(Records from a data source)
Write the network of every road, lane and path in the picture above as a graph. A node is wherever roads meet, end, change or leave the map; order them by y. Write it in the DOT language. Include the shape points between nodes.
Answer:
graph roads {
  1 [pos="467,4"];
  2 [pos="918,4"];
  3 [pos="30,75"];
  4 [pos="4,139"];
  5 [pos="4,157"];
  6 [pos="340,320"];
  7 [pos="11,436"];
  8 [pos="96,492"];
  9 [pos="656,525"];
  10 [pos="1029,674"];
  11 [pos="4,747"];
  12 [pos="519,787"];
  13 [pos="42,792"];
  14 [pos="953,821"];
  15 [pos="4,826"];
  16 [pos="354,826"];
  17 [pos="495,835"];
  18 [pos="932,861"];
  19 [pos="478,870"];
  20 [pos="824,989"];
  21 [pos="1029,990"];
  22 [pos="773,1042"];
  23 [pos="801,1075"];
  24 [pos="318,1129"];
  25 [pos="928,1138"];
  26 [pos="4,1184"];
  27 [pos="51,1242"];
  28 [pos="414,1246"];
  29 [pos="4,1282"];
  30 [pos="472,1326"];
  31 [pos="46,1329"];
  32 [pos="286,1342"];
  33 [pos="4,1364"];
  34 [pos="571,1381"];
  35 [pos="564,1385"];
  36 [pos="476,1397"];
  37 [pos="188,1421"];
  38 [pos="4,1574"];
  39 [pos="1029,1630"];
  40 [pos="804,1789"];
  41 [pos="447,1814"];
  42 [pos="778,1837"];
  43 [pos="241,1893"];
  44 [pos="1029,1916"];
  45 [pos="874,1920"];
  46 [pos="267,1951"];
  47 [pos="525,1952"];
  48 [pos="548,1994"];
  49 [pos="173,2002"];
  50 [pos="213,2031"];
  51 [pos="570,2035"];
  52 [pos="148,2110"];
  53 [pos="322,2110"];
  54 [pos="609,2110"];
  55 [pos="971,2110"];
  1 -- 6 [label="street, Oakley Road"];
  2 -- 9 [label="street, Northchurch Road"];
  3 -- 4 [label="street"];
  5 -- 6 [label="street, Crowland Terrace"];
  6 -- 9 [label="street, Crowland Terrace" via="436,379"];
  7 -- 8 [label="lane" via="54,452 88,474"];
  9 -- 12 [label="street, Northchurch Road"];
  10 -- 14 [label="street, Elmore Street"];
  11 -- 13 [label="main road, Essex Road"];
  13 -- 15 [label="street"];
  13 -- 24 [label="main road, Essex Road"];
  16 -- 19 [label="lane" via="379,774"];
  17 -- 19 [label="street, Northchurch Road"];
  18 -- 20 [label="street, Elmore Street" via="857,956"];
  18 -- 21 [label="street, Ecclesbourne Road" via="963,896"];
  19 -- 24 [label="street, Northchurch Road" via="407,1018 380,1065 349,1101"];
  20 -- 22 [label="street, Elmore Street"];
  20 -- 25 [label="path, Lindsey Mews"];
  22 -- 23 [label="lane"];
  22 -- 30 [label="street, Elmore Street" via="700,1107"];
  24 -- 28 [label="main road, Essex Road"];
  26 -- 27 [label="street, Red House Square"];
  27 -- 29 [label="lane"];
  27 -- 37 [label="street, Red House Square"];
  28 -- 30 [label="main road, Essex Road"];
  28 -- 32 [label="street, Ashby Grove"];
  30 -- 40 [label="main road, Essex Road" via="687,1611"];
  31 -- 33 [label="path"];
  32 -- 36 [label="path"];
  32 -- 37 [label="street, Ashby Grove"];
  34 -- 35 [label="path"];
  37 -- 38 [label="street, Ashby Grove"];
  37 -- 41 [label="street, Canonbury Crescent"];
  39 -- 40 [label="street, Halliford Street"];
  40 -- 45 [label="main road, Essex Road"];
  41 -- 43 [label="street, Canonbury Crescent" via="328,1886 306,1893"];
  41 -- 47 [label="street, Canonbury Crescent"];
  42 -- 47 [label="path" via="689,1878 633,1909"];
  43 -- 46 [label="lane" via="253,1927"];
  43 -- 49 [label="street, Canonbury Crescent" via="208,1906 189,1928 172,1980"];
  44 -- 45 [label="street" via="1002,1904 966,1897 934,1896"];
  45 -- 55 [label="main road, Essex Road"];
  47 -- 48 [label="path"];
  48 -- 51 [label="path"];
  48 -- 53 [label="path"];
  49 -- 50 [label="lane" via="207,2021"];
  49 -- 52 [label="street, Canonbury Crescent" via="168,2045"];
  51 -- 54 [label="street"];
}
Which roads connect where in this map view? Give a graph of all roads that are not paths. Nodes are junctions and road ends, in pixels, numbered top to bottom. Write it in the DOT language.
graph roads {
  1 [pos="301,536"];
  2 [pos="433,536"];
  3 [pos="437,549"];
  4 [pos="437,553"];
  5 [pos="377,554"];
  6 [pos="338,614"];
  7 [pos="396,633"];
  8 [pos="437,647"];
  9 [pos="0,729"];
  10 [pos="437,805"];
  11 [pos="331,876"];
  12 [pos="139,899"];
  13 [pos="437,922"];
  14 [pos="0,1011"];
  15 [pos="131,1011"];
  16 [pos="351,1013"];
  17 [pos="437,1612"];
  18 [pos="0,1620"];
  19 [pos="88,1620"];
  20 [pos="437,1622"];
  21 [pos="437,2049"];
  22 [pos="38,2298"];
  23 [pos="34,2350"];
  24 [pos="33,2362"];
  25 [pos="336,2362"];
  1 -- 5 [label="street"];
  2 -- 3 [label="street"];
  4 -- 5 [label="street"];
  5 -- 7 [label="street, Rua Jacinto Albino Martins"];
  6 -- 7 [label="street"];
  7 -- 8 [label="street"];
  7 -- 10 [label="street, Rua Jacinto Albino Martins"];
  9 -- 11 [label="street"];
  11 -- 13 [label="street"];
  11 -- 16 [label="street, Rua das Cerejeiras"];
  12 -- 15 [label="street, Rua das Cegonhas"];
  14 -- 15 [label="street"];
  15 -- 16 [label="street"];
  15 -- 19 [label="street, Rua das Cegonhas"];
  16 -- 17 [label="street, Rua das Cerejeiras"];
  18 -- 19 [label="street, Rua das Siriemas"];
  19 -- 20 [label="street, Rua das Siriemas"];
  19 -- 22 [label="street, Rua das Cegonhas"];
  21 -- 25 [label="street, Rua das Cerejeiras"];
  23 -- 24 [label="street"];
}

__EXERCISE DETAILS__. The expected response is every record, reproduced word for word.

__ANSWER BELOW__.
Write the network of every road, lane and path in the picture above as a graph. A node is wherever roads meet, end, change or leave the map; order them by y. Write it in the DOT language. Include the shape points between nodes.
Answer:
graph roads {
  1 [pos="467,4"];
  2 [pos="918,4"];
  3 [pos="30,75"];
  4 [pos="4,139"];
  5 [pos="4,157"];
  6 [pos="340,320"];
  7 [pos="11,436"];
  8 [pos="96,492"];
  9 [pos="656,525"];
  10 [pos="1029,674"];
  11 [pos="4,747"];
  12 [pos="519,787"];
  13 [pos="42,792"];
  14 [pos="953,821"];
  15 [pos="4,826"];
  16 [pos="354,826"];
  17 [pos="495,835"];
  18 [pos="932,861"];
  19 [pos="478,870"];
  20 [pos="824,989"];
  21 [pos="1029,990"];
  22 [pos="773,1042"];
  23 [pos="801,1075"];
  24 [pos="318,1129"];
  25 [pos="928,1138"];
  26 [pos="4,1184"];
  27 [pos="51,1242"];
  28 [pos="414,1246"];
  29 [pos="4,1282"];
  30 [pos="472,1326"];
  31 [pos="46,1329"];
  32 [pos="286,1342"];
  33 [pos="4,1364"];
  34 [pos="571,1381"];
  35 [pos="564,1385"];
  36 [pos="476,1397"];
  37 [pos="188,1421"];
  38 [pos="4,1574"];
  39 [pos="1029,1630"];
  40 [pos="804,1789"];
  41 [pos="447,1814"];
  42 [pos="778,1837"];
  43 [pos="241,1893"];
  44 [pos="1029,1916"];
  45 [pos="874,1920"];
  46 [pos="267,1951"];
  47 [pos="525,1952"];
  48 [pos="548,1994"];
  49 [pos="173,2002"];
  50 [pos="213,2031"];
  51 [pos="570,2035"];
  52 [pos="148,2110"];
  53 [pos="322,2110"];
  54 [pos="609,2110"];
  55 [pos="971,2110"];
  1 -- 6 [label="street, Oakley Road"];
  2 -- 9 [label="street, Northchurch Road"];
  3 -- 4 [label="street"];
  5 -- 6 [label="street, Crowland Terrace"];
  6 -- 9 [label="street, Crowland Terrace" via="436,379"];
  7 -- 8 [label="lane" via="54,452 88,474"];
  9 -- 12 [label="street, Northchurch Road"];
  10 -- 14 [label="street, Elmore Street"];
  11 -- 13 [label="main road, Essex Road"];
  13 -- 15 [label="street"];
  13 -- 24 [label="main road, Essex Road"];
  16 -- 19 [label="lane" via="379,774"];
  17 -- 19 [label="street, Northchurch Road"];
  18 -- 20 [label="street, Elmore Street" via="857,956"];
  18 -- 21 [label="street, Ecclesbourne Road" via="963,896"];
  19 -- 24 [label="street, Northchurch Road" via="407,1018 380,1065 349,1101"];
  20 -- 22 [label="street, Elmore Street"];
  20 -- 25 [label="path, Lindsey Mews"];
  22 -- 23 [label="lane"];
  22 -- 30 [label="street, Elmore Street" via="700,1107"];
  24 -- 28 [label="main road, Essex Road"];
  26 -- 27 [label="street, Red House Square"];
  27 -- 29 [label="lane"];
  27 -- 37 [label="street, Red House Square"];
  28 -- 30 [label="main road, Essex Road"];
  28 -- 32 [label="street, Ashby Grove"];
  30 -- 40 [label="main road, Essex Road" via="687,1611"];
  31 -- 33 [label="path"];
  32 -- 36 [label="path"];
  32 -- 37 [label="street, Ashby Grove"];
  34 -- 35 [label="path"];
  37 -- 38 [label="street, Ashby Grove"];
  37 -- 41 [label="street, Canonbury Crescent"];
  39 -- 40 [label="street, Halliford Street"];
  40 -- 45 [label="main road, Essex Road"];
  41 -- 43 [label="street, Canonbury Crescent" via="328,1886 306,1893"];
  41 -- 47 [label="street, Canonbury Crescent"];
  42 -- 47 [label="path" via="689,1878 633,1909"];
  43 -- 46 [label="lane" via="253,1927"];
  43 -- 49 [label="street, Canonbury Crescent" via="208,1906 189,1928 172,1980"];
  44 -- 45 [label="street" via="1002,1904 966,1897 934,1896"];
  45 -- 55 [label="main road, Essex Road"];
  47 -- 48 [label="path"];
  48 -- 51 [label="path"];
  48 -- 53 [label="path"];
  49 -- 50 [label="lane" via="207,2021"];
  49 -- 52 [label="street, Canonbury Crescent" via="168,2045"];
  51 -- 54 [label="street"];
}
Which roads connect where in this map view? Give a graph of all roads that are not paths. Nodes are junctions and road ends, in pixels, numbered top to bottom. Write it in the DOT language.
graph roads {
  1 [pos="301,536"];
  2 [pos="433,536"];
  3 [pos="437,549"];
  4 [pos="437,553"];
  5 [pos="377,554"];
  6 [pos="338,614"];
  7 [pos="396,633"];
  8 [pos="437,647"];
  9 [pos="0,729"];
  10 [pos="437,805"];
  11 [pos="331,876"];
  12 [pos="139,899"];
  13 [pos="437,922"];
  14 [pos="0,1011"];
  15 [pos="131,1011"];
  16 [pos="351,1013"];
  17 [pos="437,1612"];
  18 [pos="0,1620"];
  19 [pos="88,1620"];
  20 [pos="437,1622"];
  21 [pos="437,2049"];
  22 [pos="38,2298"];
  23 [pos="34,2350"];
  24 [pos="33,2362"];
  25 [pos="336,2362"];
  1 -- 5 [label="street"];
  2 -- 3 [label="street"];
  4 -- 5 [label="street"];
  5 -- 7 [label="street, Rua Jacinto Albino Martins"];
  6 -- 7 [label="street"];
  7 -- 8 [label="street"];
  7 -- 10 [label="street, Rua Jacinto Albino Martins"];
  9 -- 11 [label="street"];
  11 -- 13 [label="street"];
  11 -- 16 [label="street, Rua das Cerejeiras"];
  12 -- 15 [label="street, Rua das Cegonhas"];
  14 -- 15 [label="street"];
  15 -- 16 [label="street"];
  15 -- 19 [label="street, Rua das Cegonhas"];
  16 -- 17 [label="street, Rua das Cerejeiras"];
  18 -- 19 [label="street, Rua das Siriemas"];
  19 -- 20 [label="street, Rua das Siriemas"];
  19 -- 22 [label="street, Rua das Cegonhas"];
  21 -- 25 [label="street, Rua das Cerejeiras"];
  23 -- 24 [label="street"];
}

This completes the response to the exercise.